Speaking personally, also as a player, I can feel empathy for the 'sense of loss' some people have with the pure elementalist guilds disappearing - but as they say when one door closes another opens.  I definitely think that is true in this case.

What I see existing currently with the current changes:

A few doors closed.
A bunch of pigeonholes opened.

I have zero interest in those pigeonholes. I did, however, have great interest in some of those doors. Not even all of them. I feel that the staff has actually *eliminated* my ability to play a mage as a "full person" rather than enhanced that ability.

Talia said: Notice to all: Do not mess with Lizzie's GDB. She will cut you.
Delirium said: Notice to all: do not mess with Lizzie's soap. She will cut you.

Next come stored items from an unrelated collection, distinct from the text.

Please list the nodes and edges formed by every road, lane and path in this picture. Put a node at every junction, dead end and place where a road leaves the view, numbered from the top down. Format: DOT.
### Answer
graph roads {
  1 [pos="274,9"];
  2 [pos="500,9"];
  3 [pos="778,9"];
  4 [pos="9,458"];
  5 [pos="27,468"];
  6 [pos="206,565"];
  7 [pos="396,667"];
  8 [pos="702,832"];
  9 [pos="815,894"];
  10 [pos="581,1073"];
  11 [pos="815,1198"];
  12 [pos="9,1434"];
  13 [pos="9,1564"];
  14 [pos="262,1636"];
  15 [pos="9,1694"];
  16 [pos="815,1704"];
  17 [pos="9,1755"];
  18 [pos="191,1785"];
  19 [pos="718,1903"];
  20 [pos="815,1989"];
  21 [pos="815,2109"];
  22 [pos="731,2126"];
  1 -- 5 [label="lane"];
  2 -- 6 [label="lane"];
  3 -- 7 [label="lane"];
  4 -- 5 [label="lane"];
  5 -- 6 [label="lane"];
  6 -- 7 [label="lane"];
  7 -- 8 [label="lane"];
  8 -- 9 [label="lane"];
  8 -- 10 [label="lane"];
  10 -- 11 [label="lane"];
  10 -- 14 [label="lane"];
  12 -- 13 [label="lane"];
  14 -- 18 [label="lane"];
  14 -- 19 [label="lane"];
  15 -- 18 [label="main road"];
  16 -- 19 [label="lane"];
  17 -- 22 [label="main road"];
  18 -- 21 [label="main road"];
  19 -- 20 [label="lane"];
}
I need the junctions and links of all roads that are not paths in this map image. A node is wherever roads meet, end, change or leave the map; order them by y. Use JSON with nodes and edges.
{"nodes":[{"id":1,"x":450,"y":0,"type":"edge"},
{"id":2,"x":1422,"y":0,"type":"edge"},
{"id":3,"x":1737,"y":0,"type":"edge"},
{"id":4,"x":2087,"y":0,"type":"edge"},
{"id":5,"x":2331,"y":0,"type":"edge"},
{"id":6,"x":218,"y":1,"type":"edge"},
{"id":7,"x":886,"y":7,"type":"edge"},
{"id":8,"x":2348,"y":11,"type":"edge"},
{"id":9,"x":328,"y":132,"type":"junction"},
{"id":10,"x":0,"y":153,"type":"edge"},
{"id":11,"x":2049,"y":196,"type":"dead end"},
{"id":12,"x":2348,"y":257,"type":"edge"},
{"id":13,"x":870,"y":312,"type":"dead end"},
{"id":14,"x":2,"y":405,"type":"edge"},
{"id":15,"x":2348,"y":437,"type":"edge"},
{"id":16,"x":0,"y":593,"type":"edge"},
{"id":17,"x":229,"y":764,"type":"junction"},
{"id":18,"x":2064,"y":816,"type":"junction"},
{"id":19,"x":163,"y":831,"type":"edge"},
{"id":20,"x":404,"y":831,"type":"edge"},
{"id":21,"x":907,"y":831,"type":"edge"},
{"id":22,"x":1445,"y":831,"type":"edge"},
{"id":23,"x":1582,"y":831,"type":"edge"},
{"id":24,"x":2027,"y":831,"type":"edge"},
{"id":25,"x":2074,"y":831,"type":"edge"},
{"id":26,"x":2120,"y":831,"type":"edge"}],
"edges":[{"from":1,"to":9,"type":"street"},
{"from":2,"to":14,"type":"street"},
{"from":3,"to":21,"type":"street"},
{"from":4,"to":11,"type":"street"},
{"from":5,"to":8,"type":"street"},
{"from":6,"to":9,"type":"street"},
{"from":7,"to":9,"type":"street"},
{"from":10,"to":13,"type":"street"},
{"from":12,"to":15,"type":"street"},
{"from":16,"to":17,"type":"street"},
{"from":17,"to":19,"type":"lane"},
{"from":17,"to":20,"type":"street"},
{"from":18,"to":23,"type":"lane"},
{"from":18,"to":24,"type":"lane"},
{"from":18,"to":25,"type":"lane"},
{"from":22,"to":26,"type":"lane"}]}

March 22, 2016, 07:34:12 AM #76 Last Edit: March 22, 2016, 07:56:37 AM by Harmless
players tend to react negatively when options are taken away and positively when options are added.

Does the notion of "change" necessitate removal of options? Why not just add subguilds for sorcerers and keep a mainguild as an option? Nobody would be upset; some people will whine that they have too many choices but those would be minor complaints. The vast majority would say "cool, more choices is better" and the response would be positive. The same question could be asked of every change staff makes including this latest one: take something away and you have taken away someone's range of experience.

So in summary, leave options in and add new ones and everybody celebrates, a few people may complain about complexity but will generally still be pleased. Remove options some people like without hope of replacing them and some people will be upset, so much so that they won't celebrate the additions.

It should generally be a policy of staff that removal of options should be run by the playerbase before being implemented. If staff don't do this  then you will indeed see players be disappointed. Running it by the playerbase could be done directly through asking us or indirectly through watching us make choices. See below for more.

Change != removal. It can mean additions without deletions. I definitely sympathise with players who feel this was a heavy handed move. Moreover if something was removed from a game without a similar replacement and it was something players had previously spent hundreds of game hours enjoying then I think stating they would like a break from the game is a reasonable reaction. We are talking about the complete removal of "mages" as described in the original announcement. If you enjoyed being a mage, roleplaying a character with a deep connection to magic, now you can't unless you were lucky enough to have one already. That is the largest change in Armageddon to date and if a player were to want to quit over it I would understand.

Armageddon is a different game now to be sure. I would much rather have seen both mainguild mages and subguilds available for a few years before such a removal were even considered. See how many PCs are rolled up of either category and then decide if the playerbase would be okay with it. Instead the decision was forced on us without seeing whether or not these new subguilds would be as popular or more popular than the existing choices.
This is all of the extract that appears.